Saved data entries:

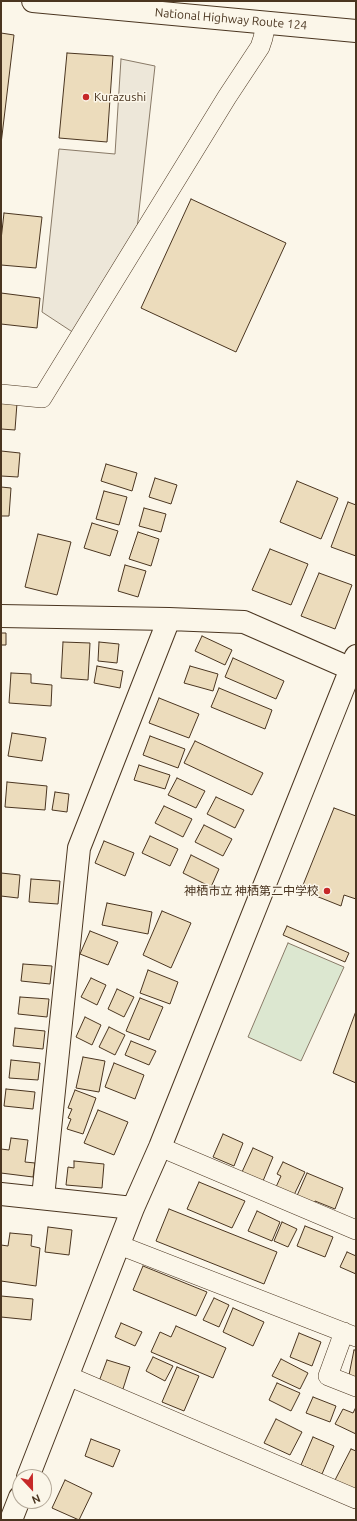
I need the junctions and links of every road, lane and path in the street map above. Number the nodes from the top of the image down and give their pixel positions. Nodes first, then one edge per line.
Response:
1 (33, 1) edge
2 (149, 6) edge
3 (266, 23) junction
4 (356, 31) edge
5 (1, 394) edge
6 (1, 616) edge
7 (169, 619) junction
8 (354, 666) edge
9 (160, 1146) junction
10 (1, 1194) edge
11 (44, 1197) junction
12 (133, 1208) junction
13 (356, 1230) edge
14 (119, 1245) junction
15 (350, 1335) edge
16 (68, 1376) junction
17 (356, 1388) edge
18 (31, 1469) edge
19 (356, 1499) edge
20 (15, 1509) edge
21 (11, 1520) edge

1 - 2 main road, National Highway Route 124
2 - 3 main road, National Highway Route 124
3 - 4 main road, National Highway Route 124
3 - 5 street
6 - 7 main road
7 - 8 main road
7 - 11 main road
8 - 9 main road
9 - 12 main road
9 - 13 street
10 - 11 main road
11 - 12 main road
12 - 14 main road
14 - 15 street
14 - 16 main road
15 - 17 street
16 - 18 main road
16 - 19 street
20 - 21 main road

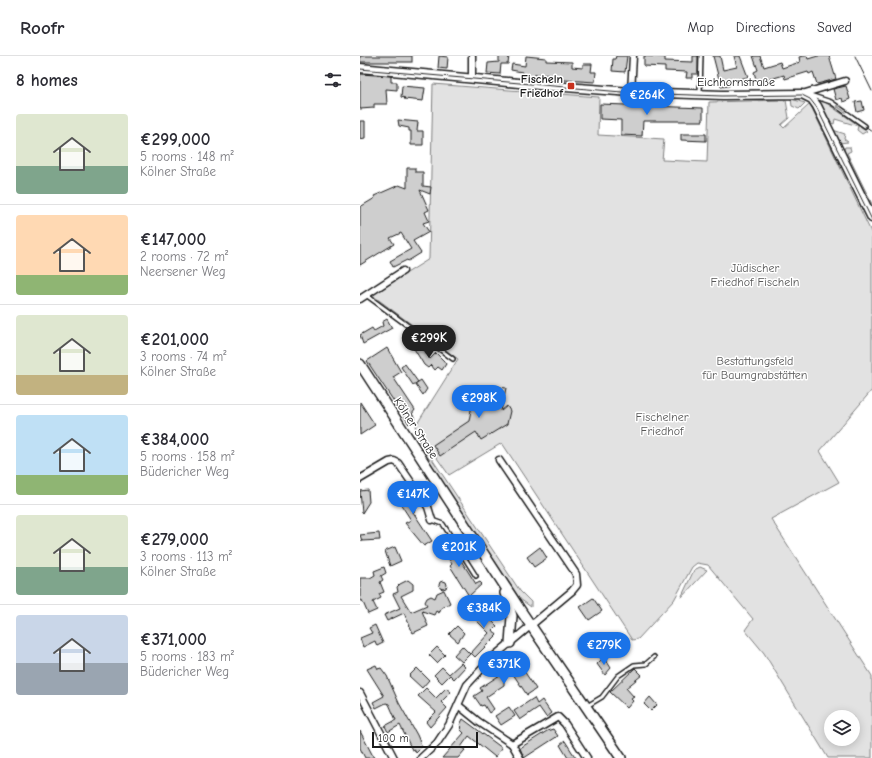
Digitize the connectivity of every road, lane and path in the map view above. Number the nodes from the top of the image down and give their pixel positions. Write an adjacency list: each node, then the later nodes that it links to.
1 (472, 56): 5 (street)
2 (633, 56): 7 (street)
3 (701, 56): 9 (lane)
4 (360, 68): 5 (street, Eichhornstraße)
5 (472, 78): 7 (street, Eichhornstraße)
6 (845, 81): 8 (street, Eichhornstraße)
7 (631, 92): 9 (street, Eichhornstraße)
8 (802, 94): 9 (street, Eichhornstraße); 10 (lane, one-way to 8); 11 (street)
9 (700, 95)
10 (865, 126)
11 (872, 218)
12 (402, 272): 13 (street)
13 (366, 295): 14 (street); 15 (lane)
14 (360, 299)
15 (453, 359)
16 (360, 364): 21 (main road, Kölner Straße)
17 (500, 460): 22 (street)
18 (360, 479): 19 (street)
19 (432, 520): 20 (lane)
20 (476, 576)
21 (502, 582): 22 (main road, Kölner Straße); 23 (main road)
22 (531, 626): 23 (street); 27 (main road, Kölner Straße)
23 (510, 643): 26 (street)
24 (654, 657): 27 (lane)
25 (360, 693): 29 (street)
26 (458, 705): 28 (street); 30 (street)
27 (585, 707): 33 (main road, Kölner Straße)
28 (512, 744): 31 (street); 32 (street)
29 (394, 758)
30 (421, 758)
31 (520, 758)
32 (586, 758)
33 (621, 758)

What needs to be done: Output all of the entries once more, word for word, with the images removed.

Final answer:
I need the junctions and links of every road, lane and path in the street map above. Number the nodes from the top of the image down and give their pixel positions. Nodes first, then one edge per line.
Response:
1 (33, 1) edge
2 (149, 6) edge
3 (266, 23) junction
4 (356, 31) edge
5 (1, 394) edge
6 (1, 616) edge
7 (169, 619) junction
8 (354, 666) edge
9 (160, 1146) junction
10 (1, 1194) edge
11 (44, 1197) junction
12 (133, 1208) junction
13 (356, 1230) edge
14 (119, 1245) junction
15 (350, 1335) edge
16 (68, 1376) junction
17 (356, 1388) edge
18 (31, 1469) edge
19 (356, 1499) edge
20 (15, 1509) edge
21 (11, 1520) edge

1 - 2 main road, National Highway Route 124
2 - 3 main road, National Highway Route 124
3 - 4 main road, National Highway Route 124
3 - 5 street
6 - 7 main road
7 - 8 main road
7 - 11 main road
8 - 9 main road
9 - 12 main road
9 - 13 street
10 - 11 main road
11 - 12 main road
12 - 14 main road
14 - 15 street
14 - 16 main road
15 - 17 street
16 - 18 main road
16 - 19 street
20 - 21 main road

Digitize the connectivity of every road, lane and path in the map view above. Number the nodes from the top of the image down and give their pixel positions. Write an adjacency list: each node, then the later nodes that it links to.
1 (472, 56): 5 (street)
2 (633, 56): 7 (street)
3 (701, 56): 9 (lane)
4 (360, 68): 5 (street, Eichhornstraße)
5 (472, 78): 7 (street, Eichhornstraße)
6 (845, 81): 8 (street, Eichhornstraße)
7 (631, 92): 9 (street, Eichhornstraße)
8 (802, 94): 9 (street, Eichhornstraße); 10 (lane, one-way to 8); 11 (street)
9 (700, 95)
10 (865, 126)
11 (872, 218)
12 (402, 272): 13 (street)
13 (366, 295): 14 (street); 15 (lane)
14 (360, 299)
15 (453, 359)
16 (360, 364): 21 (main road, Kölner Straße)
17 (500, 460): 22 (street)
18 (360, 479): 19 (street)
19 (432, 520): 20 (lane)
20 (476, 576)
21 (502, 582): 22 (main road, Kölner Straße); 23 (main road)
22 (531, 626): 23 (street); 27 (main road, Kölner Straße)
23 (510, 643): 26 (street)
24 (654, 657): 27 (lane)
25 (360, 693): 29 (street)
26 (458, 705): 28 (street); 30 (street)
27 (585, 707): 33 (main road, Kölner Straße)
28 (512, 744): 31 (street); 32 (street)
29 (394, 758)
30 (421, 758)
31 (520, 758)
32 (586, 758)
33 (621, 758)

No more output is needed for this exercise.